What needs to be done :: For each line of the data that includes the word "than", copy the line.

Exercise material ::
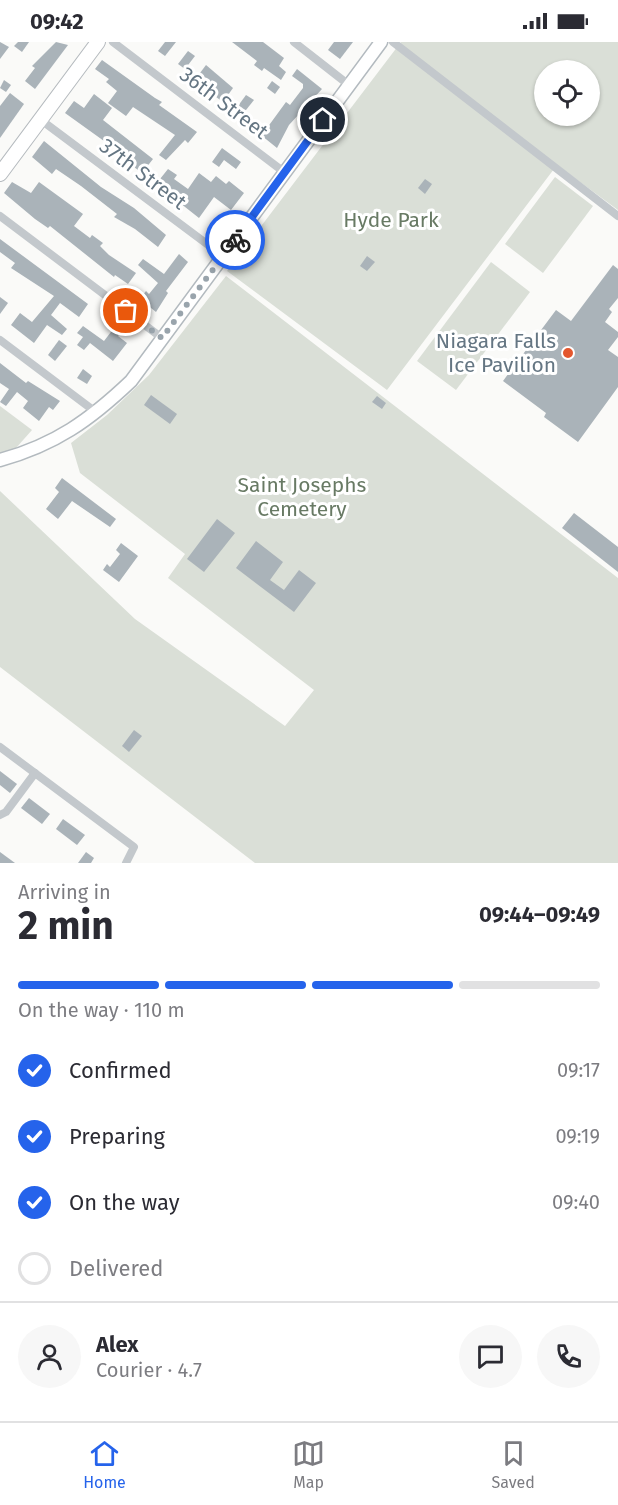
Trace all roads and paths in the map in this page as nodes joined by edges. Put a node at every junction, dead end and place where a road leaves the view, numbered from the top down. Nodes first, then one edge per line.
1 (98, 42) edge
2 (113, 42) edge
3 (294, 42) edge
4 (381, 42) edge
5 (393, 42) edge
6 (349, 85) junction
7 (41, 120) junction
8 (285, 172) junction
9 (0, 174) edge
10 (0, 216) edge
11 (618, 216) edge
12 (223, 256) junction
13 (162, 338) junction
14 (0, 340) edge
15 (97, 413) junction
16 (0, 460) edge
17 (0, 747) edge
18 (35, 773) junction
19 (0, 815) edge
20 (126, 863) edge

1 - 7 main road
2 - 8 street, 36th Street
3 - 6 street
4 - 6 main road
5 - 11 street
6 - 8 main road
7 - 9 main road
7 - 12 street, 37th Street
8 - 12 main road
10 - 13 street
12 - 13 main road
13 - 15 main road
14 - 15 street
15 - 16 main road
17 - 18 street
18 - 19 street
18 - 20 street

---

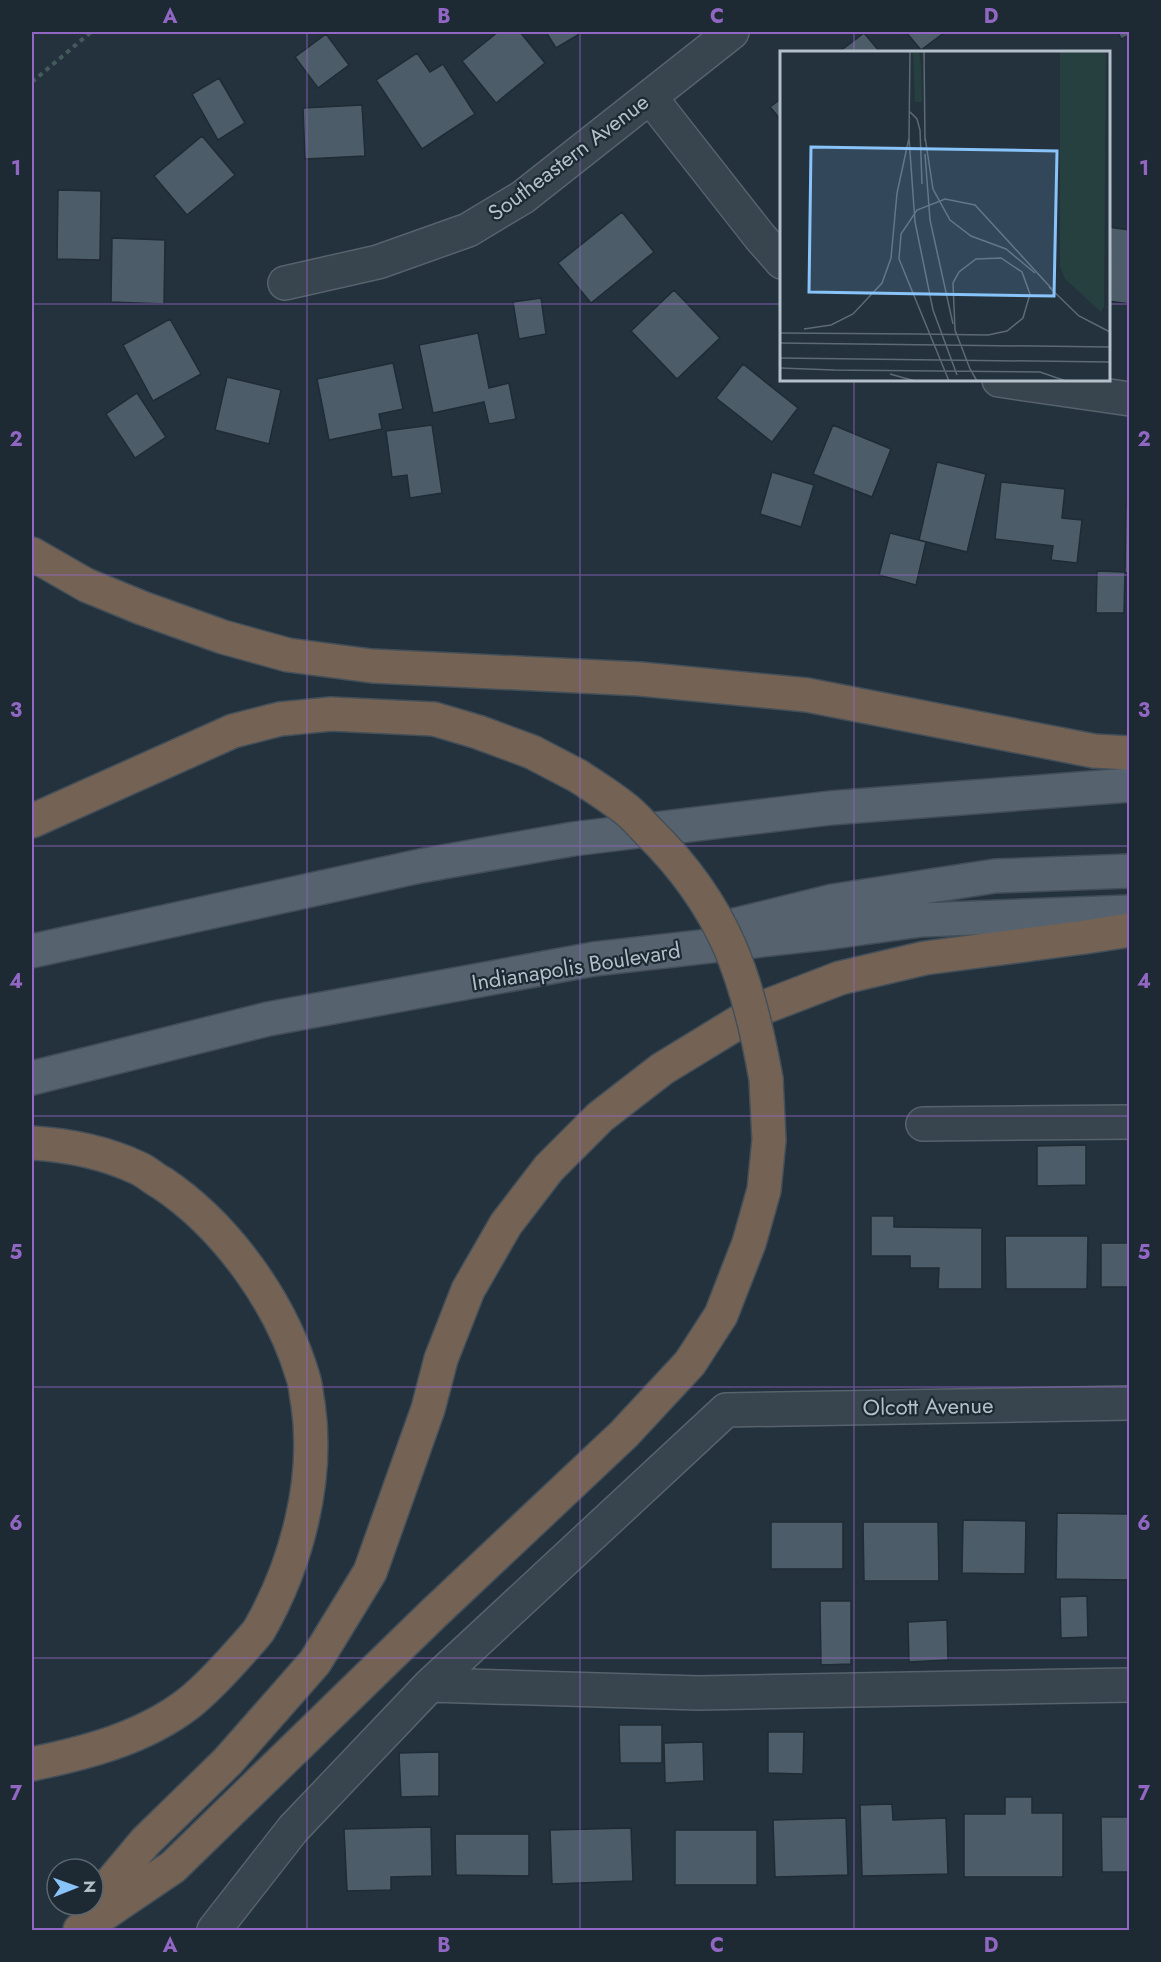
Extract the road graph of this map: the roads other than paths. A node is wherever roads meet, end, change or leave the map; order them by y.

---

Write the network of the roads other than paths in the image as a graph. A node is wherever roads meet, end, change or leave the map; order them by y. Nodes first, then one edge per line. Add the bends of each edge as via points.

Task answer ::
Extract the road graph of this map: the roads other than paths. A node is wherever roads meet, end, change or leave the map; order them by y.
Write the network of the roads other than paths in the image as a graph. A node is wherever roads meet, end, change or leave the map; order them by y. Nodes first, then one edge per line. Add the bends of each edge as via points.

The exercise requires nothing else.